The surge-line shown in Figure 5.2 is the curve that passes through the lowest flow points of each of the four speed-lines. As a test map, these points would be the lowest flow points possible to record a stable reading within the test facility/rig. In many industrial applications, it may be necessary to increase the stall line due to the system backpressure. For example, at 100% RPM stalling flow might increase from approximately 0.170 kg/s to 0.215 kg/s because of the positive slope of the pressure ratio curve.

As stated earlier, the reason for this is that the high-speed line in Figure 5.2 exhibits a stalling characteristic or positive slope within that range of flows. When placed in a different system, those lower flows might not be achievable because of interaction with that system. System resistance or adverse pressure is proven mathematically to be the critical contributor to compressor surge.

=== Maximum flow line versus choke ===

Choke occurs under one of two conditions. Typically for high-speed equipment, as flow increases, the velocity of the flow can approach sonic speed somewhere within the compressor stage. This location may occur at the impeller inlet "throat" or at the vaned diffuser inlet "throat". In contrast, for lower-speed equipment, as flows increase, losses increase such that the pressure ratio eventually drops to 1:1. In this case, the occurrence of choke is unlikely.

The speed-lines of gas-turbine centrifugal compressors typically exhibit choke.
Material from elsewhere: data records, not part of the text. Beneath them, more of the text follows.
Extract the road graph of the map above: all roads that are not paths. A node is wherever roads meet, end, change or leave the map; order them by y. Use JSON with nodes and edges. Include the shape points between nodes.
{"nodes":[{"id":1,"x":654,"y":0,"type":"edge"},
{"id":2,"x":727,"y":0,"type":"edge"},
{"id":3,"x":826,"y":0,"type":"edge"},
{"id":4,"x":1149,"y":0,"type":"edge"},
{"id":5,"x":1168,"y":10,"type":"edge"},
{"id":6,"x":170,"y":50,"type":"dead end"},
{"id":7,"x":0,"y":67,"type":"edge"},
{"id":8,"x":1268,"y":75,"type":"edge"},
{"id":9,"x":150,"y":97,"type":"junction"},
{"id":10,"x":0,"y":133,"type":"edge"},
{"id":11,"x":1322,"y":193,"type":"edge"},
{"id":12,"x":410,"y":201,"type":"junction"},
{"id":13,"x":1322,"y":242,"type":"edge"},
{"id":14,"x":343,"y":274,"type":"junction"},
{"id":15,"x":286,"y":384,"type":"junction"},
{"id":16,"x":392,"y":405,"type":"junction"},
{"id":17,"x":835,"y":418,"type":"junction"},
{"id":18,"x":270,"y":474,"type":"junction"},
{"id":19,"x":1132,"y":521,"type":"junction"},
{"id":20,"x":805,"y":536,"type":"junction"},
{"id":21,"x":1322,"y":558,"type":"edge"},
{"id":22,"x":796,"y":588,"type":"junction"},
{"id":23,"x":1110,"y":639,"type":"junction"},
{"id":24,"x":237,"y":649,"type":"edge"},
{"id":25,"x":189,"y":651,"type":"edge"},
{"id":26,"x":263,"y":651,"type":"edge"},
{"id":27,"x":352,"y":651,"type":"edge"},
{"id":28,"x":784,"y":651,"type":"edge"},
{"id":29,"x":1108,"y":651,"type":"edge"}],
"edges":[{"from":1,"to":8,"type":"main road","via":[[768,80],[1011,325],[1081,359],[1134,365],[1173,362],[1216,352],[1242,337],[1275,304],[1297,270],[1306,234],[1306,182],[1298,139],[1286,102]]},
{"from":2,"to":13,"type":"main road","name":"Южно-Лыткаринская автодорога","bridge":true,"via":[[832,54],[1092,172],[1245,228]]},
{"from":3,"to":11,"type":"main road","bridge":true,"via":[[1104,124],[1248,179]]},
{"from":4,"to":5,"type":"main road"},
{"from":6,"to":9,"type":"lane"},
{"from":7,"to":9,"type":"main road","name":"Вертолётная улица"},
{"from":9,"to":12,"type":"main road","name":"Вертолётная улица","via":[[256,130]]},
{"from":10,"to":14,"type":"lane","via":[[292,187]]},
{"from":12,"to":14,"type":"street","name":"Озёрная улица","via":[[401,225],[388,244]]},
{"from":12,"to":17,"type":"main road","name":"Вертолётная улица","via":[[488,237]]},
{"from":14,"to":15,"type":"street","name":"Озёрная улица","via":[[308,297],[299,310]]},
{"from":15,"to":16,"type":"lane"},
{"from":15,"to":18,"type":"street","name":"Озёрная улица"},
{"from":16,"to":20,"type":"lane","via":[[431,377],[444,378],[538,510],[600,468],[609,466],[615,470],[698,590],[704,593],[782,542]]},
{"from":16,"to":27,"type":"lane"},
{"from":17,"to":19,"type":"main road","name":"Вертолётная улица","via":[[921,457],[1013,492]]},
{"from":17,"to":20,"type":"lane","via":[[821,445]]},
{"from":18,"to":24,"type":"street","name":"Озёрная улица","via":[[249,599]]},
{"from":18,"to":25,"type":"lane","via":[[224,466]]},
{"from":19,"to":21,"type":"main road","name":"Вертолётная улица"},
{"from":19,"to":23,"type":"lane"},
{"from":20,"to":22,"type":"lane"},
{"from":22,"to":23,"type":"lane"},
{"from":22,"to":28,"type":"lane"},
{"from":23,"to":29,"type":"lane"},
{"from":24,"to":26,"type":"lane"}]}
This is a situation where the pressure ratio of a speed line drops rapidly (vertically) with little or no change in flow. In most cases the reason for this is that close-to-Mach-1 velocities have been reached somewhere within the impeller or diffuser, generating a rapid increase in losses. Higher-pressure-ratio turbocharger centrifugal compressors exhibit this same phenomenon. Real choke phenomena are a function of compressibility as measured by the local Mach number within an area restriction within the centrifugal pressure stage.

The maximum flow line, shown in Figure 5.2, is the curve that passes through the highest-flow points of each speed line. Upon inspection, it may be noticed that each of these points has been taken near 56% efficiency. Selecting a low efficiency (<60%) is the most common practice used to terminate compressor performance maps at high flows. Another factor that is used to establish the maximum flow line is a pressure ratio near or equal to 1. The 50% speed line may be considered an example of this.

The shape of Figure 5.2's speed-lines provides a good example of why it is inappropriate to use the term choke in association with a maximum flow of all centrifugal compressor speed-lines. In summary, most industrial and commercial centrifugal compressors are selected or designed to operate at or near their highest efficiencies and to avoid operation at low efficiencies. For this reason, there is seldom a reason to illustrate centrifugal compressor performance below 60% efficiency.

Many industrial and commercial multistage compressor performance maps exhibits this same vertical characteristic for a different reason related to what is known as stage stacking.

=== Other operating limits ===

- Minimum operating speed
  The minimum speed for acceptable operation; below this value, the compressor may be controlled to stop or go into an idle condition.
- Maximum allowable speed
  The maximum operating speed for the compressor. Beyond this value, stresses may rise above prescribed limits, and rotor vibrations may increase rapidly. At speeds above this level, the equipment will likely become very dangerous and be controlled to lower speeds.

==Dimensional analysis==
To weigh the advantages between centrifugal compressors, it is important to compare 8 parameters classic to turbomachinery: pressure rise (p), flow (Q), angular speed (N), power (P), density (ρ), diameter (D), viscosity (μ), and elasticity (e). This creates a practical problem when trying to experimentally determine the effect of any one parameter. This is because it is nearly impossible to change one of these parameters independently.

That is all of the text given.